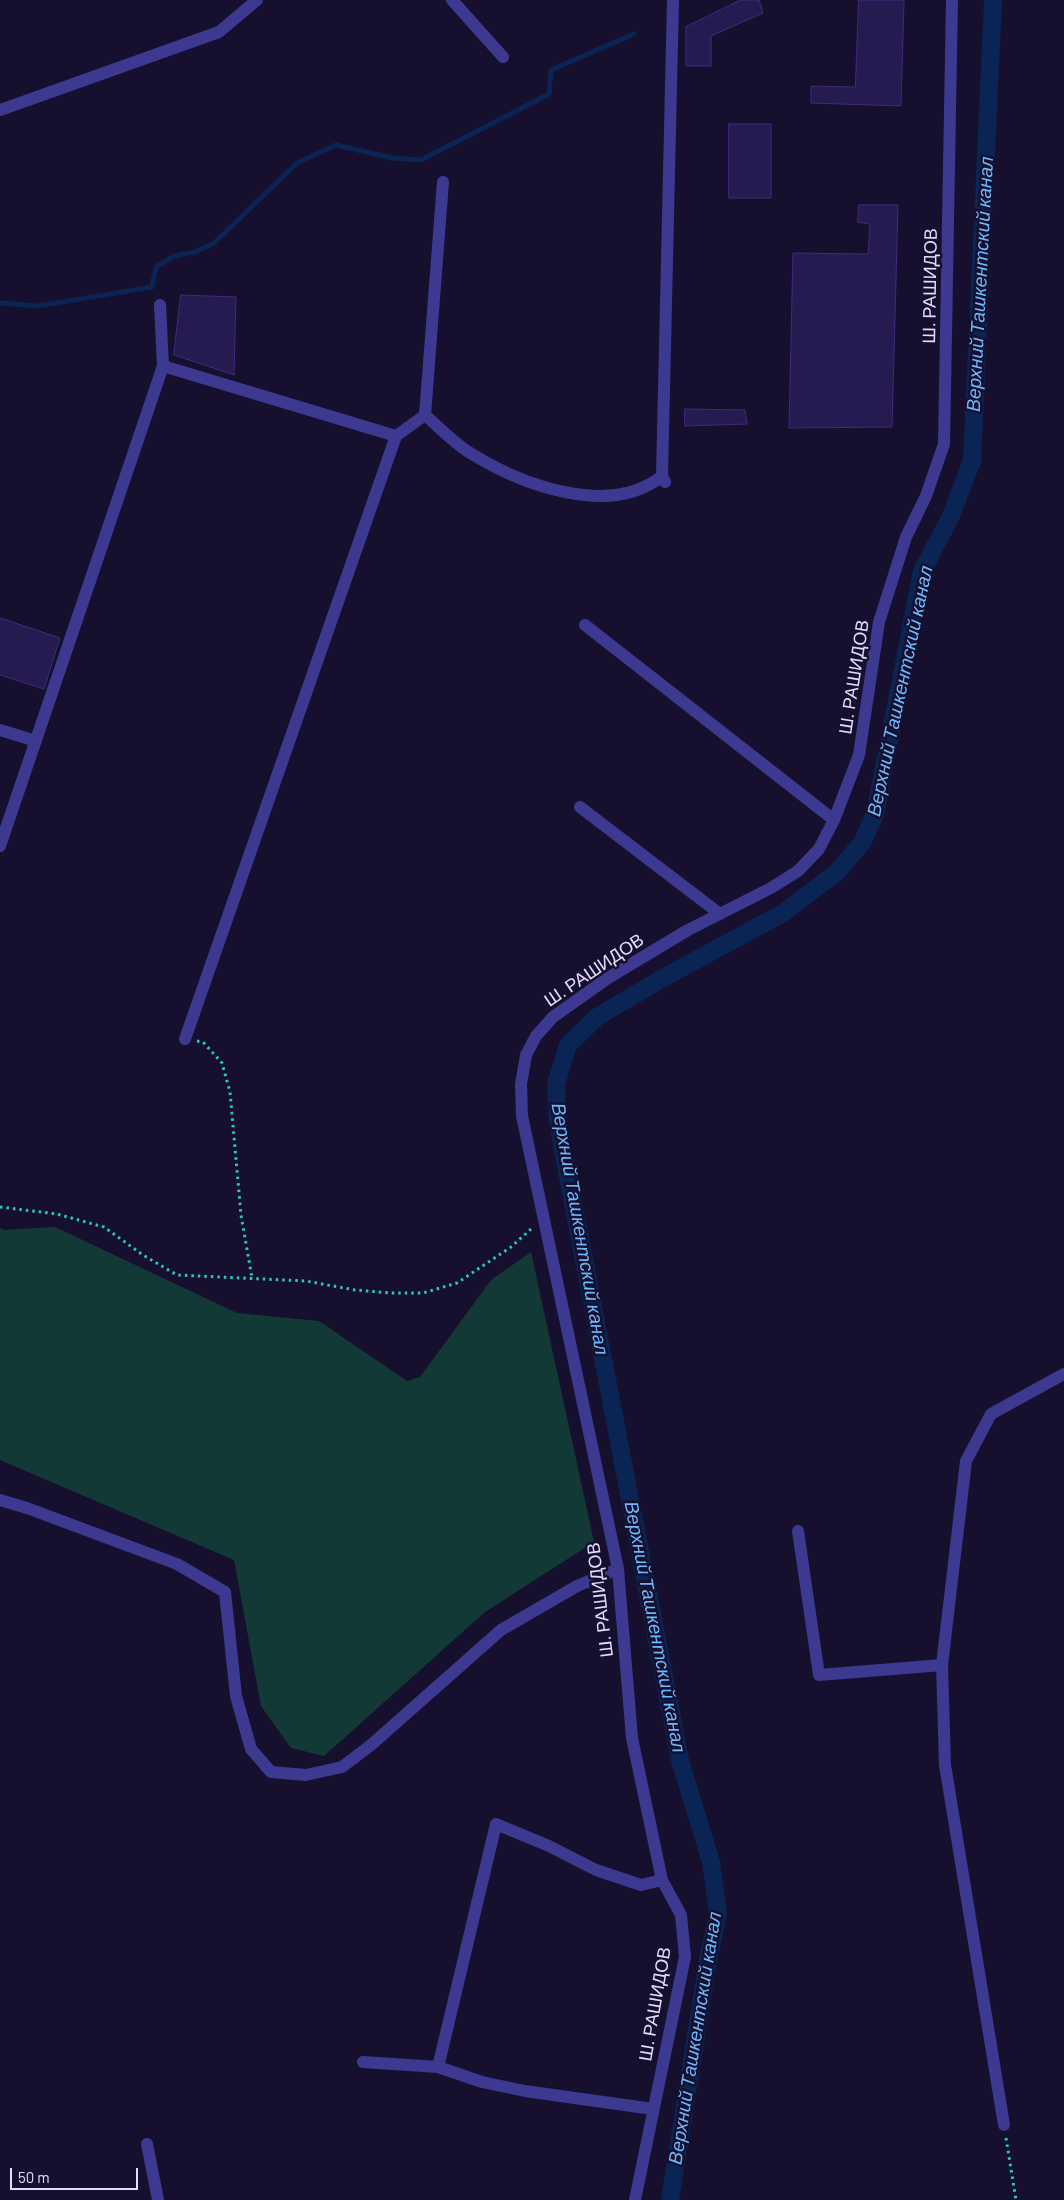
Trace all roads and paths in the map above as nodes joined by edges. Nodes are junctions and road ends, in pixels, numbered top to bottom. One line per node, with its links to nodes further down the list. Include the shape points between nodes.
1 (257, 0): 6 (street, via 219,32)
2 (452, 0): 5 (street)
3 (673, 0): 10 (street, via 663,479 617,496 550,489 471,454)
4 (952, 0): 16 (street, Ш. РАШИДОВ, via 944,444 926,496 906,537 879,622 859,755)
5 (503, 57)
6 (0, 110)
7 (443, 182): 10 (street)
8 (160, 305): 9 (street)
9 (163, 366): 11 (street); 14 (street)
10 (424, 415): 11 (street)
11 (396, 436): 19 (street)
12 (585, 625): 16 (street)
13 (0, 730): 14 (street)
14 (36, 741): 17 (street)
15 (580, 807): 18 (street)
16 (834, 820): 18 (street, Ш. РАШИДОВ, via 819,849 798,871)
17 (0, 846)
18 (720, 914): 21 (street, Ш. РАШИДОВ, via 608,978 553,1016 536,1036 526,1055 521,1084 522,1116)
19 (185, 1039): 22 (path, via 203,1042 222,1063 230,1092 241,1215)
20 (0, 1207): 22 (path, via 57,1214 104,1227 177,1275)
21 (544, 1220): 22 (path, via 511,1247 457,1283 423,1293 355,1290 306,1281); 26 (street, Ш. РАШИДОВ)
22 (252, 1278)
23 (1064, 1374): 27 (street, via 991,1414 966,1461)
24 (0, 1500): 26 (street, via 177,1564 226,1592 239,1705 251,1749 271,1772 306,1775 342,1767 501,1630 577,1586)
25 (798, 1531): 27 (street, via 819,1675)
26 (618, 1569): 28 (street, Ш. РАШИДОВ, via 632,1738)
27 (942, 1664): 32 (street, via 945,1765)
28 (662, 1880): 30 (street, via 641,1885 596,1870 496,1824); 31 (street, Ш. РАШИДОВ, via 682,1915 685,1957)
29 (363, 2062): 30 (street)
30 (438, 2067): 31 (street, via 482,2082 525,2091)
31 (653, 2109): 35 (street, Ш. РАШИДОВ)
32 (1004, 2125): 36 (path)
33 (148, 2144): 34 (street)
34 (158, 2200)
35 (635, 2200)
36 (1016, 2200)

## What to work on
Retype all of the listing word for word and skip the pictures.

## Exercise solution
Trace all roads and paths in the map above as nodes joined by edges. Nodes are junctions and road ends, in pixels, numbered top to bottom. One line per node, with its links to nodes further down the list. Include the shape points between nodes.
1 (257, 0): 6 (street, via 219,32)
2 (452, 0): 5 (street)
3 (673, 0): 10 (street, via 663,479 617,496 550,489 471,454)
4 (952, 0): 16 (street, Ш. РАШИДОВ, via 944,444 926,496 906,537 879,622 859,755)
5 (503, 57)
6 (0, 110)
7 (443, 182): 10 (street)
8 (160, 305): 9 (street)
9 (163, 366): 11 (street); 14 (street)
10 (424, 415): 11 (street)
11 (396, 436): 19 (street)
12 (585, 625): 16 (street)
13 (0, 730): 14 (street)
14 (36, 741): 17 (street)
15 (580, 807): 18 (street)
16 (834, 820): 18 (street, Ш. РАШИДОВ, via 819,849 798,871)
17 (0, 846)
18 (720, 914): 21 (street, Ш. РАШИДОВ, via 608,978 553,1016 536,1036 526,1055 521,1084 522,1116)
19 (185, 1039): 22 (path, via 203,1042 222,1063 230,1092 241,1215)
20 (0, 1207): 22 (path, via 57,1214 104,1227 177,1275)
21 (544, 1220): 22 (path, via 511,1247 457,1283 423,1293 355,1290 306,1281); 26 (street, Ш. РАШИДОВ)
22 (252, 1278)
23 (1064, 1374): 27 (street, via 991,1414 966,1461)
24 (0, 1500): 26 (street, via 177,1564 226,1592 239,1705 251,1749 271,1772 306,1775 342,1767 501,1630 577,1586)
25 (798, 1531): 27 (street, via 819,1675)
26 (618, 1569): 28 (street, Ш. РАШИДОВ, via 632,1738)
27 (942, 1664): 32 (street, via 945,1765)
28 (662, 1880): 30 (street, via 641,1885 596,1870 496,1824); 31 (street, Ш. РАШИДОВ, via 682,1915 685,1957)
29 (363, 2062): 30 (street)
30 (438, 2067): 31 (street, via 482,2082 525,2091)
31 (653, 2109): 35 (street, Ш. РАШИДОВ)
32 (1004, 2125): 36 (path)
33 (148, 2144): 34 (street)
34 (158, 2200)
35 (635, 2200)
36 (1016, 2200)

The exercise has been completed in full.